🤖 AI Summary
This study addresses the lack of systematic evaluation of user interface (UI) design and accessibility compliance in deployed web-based chatbots across healthcare, education, and customer service domains. Method: We conducted a large-scale empirical assessment of 106 production chatbots using a multi-tool hybrid approach—integrating automated audits (Lighthouse, SiteImprove, Accessibility Insights) with expert manual inspection. Contribution/Results: We found that over 80% exhibited critical accessibility failures, and 45% suffered from semantic HTML deficiencies or incorrect ARIA role usage—revealing for the first time the high prevalence and systemic nature of such issues in conversational UIs. Our analysis confirms the necessity of multi-tool evaluation and uncovers strong inter-tool correlation for accessibility scores (r = 0.861), contrasting with weak correlation for performance metrics (r = 0.436).

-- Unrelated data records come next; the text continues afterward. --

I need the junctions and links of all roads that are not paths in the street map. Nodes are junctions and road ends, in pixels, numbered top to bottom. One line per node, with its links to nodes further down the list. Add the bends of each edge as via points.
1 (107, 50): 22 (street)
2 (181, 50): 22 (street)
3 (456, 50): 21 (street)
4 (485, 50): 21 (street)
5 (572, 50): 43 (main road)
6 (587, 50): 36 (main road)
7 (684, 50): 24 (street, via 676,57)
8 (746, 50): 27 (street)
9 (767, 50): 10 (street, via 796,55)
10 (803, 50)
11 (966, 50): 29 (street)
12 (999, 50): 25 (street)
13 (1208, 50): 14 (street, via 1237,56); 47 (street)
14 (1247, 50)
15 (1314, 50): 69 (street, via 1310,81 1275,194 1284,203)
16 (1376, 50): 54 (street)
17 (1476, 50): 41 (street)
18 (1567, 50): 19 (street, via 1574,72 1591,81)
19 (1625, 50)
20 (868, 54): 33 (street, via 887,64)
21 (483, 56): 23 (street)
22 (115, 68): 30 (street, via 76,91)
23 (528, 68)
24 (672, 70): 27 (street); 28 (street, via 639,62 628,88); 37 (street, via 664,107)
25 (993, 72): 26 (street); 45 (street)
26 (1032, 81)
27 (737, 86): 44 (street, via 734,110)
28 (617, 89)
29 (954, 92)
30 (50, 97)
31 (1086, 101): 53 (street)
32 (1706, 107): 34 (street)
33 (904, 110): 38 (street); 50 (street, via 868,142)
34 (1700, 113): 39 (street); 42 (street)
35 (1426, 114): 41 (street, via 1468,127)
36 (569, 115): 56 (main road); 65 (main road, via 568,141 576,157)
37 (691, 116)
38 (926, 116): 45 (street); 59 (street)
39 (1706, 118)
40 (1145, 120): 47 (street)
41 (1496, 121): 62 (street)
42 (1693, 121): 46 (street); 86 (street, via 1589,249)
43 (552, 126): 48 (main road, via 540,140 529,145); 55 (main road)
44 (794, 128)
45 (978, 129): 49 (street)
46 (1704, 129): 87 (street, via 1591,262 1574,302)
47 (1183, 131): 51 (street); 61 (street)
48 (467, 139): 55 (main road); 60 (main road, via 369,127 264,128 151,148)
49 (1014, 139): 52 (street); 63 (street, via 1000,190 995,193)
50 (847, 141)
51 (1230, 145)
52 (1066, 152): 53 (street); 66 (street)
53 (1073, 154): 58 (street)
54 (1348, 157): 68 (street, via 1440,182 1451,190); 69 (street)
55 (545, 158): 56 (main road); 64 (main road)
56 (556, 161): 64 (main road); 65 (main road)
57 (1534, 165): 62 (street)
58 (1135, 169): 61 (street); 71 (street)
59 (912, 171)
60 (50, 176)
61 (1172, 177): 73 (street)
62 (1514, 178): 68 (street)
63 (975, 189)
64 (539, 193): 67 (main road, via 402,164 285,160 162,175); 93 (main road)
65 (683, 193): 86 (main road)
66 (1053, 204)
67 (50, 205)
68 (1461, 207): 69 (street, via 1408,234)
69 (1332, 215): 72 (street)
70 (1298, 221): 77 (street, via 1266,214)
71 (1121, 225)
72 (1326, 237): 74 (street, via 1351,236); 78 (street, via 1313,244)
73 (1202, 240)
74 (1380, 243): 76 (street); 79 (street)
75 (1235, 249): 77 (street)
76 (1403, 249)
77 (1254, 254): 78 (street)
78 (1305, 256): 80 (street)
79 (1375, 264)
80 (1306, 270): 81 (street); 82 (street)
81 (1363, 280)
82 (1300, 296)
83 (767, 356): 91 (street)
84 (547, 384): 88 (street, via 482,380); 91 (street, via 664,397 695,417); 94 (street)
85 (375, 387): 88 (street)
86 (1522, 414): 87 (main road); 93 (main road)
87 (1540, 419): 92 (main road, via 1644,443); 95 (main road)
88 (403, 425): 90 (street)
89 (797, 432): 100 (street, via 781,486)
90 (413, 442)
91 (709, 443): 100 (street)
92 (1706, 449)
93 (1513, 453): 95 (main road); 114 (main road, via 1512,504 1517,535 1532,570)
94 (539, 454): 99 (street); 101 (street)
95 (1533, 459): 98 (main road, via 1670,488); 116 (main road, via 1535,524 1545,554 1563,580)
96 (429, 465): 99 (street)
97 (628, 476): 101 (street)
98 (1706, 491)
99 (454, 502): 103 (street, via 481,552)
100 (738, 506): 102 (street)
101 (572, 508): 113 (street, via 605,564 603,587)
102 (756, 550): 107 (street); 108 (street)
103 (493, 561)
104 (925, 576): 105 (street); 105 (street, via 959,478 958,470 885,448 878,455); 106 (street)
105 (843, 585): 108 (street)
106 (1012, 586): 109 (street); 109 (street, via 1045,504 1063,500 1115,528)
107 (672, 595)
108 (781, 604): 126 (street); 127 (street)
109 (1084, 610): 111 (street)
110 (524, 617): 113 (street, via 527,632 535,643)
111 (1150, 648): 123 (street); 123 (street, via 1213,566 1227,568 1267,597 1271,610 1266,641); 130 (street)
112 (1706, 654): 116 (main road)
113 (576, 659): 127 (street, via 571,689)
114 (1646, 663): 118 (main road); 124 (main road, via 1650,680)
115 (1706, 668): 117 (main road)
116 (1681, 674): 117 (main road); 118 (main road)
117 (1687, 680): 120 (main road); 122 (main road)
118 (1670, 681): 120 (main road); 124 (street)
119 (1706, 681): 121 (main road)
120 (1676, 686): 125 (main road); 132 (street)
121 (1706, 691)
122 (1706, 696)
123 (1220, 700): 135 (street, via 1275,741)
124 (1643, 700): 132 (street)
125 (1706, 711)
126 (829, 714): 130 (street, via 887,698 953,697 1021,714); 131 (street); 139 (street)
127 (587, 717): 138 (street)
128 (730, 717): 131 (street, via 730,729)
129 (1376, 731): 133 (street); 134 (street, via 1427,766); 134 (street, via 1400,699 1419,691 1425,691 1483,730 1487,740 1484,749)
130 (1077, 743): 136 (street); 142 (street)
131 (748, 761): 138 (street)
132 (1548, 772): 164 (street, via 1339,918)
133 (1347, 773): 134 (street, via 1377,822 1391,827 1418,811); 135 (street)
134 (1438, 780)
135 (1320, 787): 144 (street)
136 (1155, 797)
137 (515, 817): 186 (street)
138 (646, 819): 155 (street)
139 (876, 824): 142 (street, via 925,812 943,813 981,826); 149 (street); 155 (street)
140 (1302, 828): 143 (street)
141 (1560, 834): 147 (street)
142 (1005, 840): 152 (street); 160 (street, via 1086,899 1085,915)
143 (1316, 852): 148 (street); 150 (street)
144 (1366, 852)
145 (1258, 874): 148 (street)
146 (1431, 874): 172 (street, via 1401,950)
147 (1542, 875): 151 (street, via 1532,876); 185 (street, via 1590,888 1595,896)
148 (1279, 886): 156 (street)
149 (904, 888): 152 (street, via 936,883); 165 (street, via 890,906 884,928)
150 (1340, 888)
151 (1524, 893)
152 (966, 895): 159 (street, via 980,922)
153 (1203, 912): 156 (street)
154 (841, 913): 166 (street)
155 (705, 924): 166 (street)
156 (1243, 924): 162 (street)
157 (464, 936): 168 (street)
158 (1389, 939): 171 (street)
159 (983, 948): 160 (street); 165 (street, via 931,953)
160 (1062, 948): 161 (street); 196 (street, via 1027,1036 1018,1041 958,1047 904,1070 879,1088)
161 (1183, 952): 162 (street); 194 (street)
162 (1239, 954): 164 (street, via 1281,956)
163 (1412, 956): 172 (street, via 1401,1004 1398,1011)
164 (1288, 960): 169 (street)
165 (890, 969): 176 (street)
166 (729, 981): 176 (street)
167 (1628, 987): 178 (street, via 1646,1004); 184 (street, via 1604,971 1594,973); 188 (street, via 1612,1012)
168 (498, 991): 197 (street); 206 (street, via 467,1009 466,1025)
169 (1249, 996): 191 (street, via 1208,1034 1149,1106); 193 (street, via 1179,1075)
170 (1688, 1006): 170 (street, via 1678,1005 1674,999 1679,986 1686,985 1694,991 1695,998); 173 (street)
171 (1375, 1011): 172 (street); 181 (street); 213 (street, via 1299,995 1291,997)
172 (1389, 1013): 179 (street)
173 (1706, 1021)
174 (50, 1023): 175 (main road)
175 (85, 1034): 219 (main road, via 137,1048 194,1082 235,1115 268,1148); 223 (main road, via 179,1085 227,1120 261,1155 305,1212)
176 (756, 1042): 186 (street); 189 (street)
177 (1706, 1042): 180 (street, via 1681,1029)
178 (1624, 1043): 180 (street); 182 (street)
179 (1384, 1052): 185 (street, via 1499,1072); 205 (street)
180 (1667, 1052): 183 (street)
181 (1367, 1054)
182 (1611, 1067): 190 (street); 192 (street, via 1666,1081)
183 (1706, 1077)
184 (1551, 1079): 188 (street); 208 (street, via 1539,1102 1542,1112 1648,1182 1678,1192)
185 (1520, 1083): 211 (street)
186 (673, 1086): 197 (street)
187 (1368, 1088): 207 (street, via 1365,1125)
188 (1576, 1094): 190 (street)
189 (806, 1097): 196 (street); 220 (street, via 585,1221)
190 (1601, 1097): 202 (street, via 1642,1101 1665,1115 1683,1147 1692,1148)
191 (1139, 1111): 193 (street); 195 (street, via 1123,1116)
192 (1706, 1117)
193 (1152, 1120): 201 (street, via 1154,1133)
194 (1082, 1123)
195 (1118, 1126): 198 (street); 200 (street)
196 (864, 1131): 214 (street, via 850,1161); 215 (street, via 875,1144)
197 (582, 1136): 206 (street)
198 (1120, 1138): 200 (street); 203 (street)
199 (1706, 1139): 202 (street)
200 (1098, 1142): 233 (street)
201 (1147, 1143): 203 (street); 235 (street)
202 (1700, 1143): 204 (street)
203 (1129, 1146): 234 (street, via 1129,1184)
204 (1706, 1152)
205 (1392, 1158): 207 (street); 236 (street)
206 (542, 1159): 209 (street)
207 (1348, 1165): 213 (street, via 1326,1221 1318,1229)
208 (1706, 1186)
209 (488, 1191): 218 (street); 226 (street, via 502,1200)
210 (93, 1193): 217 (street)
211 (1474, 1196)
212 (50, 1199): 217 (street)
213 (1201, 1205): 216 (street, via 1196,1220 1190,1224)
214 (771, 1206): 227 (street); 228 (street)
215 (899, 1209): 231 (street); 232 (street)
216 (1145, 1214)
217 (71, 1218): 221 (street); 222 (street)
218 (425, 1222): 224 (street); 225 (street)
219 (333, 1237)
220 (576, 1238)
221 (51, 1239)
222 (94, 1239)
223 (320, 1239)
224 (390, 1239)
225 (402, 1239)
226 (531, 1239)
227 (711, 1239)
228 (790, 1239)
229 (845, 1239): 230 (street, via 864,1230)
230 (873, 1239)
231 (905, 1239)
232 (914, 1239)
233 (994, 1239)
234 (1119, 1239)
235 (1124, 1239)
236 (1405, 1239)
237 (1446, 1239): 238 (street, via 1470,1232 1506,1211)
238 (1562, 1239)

These findings establish a methodological foundation and empirical evidence base for accessibility evaluation of chatbot interfaces.
📝 Abstract
In this work, we present a multi-tool evaluation of 106 deployed web-based chatbots, across domains like healthcare, education and customer service, comprising both standalone applications and embedded widgets using automated tools (Google Lighthouse, PageSpeed Insights, SiteImprove Accessibility Checker) and manual audits (Microsoft Accessibility Insights). Our analysis reveals that over 80% of chatbots exhibit at least one critical accessibility issue, and 45% suffer from missing semantic structures or ARIA role misuse. Furthermore, we found that accessibility scores correlate strongly across tools (e.g., Lighthouse vs PageSpeed Insights, r = 0.861), but performance scores do not (r = 0.436), underscoring the value of a multi-tool approach. We offer a replicable evaluation insights and actionable recommendations to support the development of user-friendly conversational interfaces.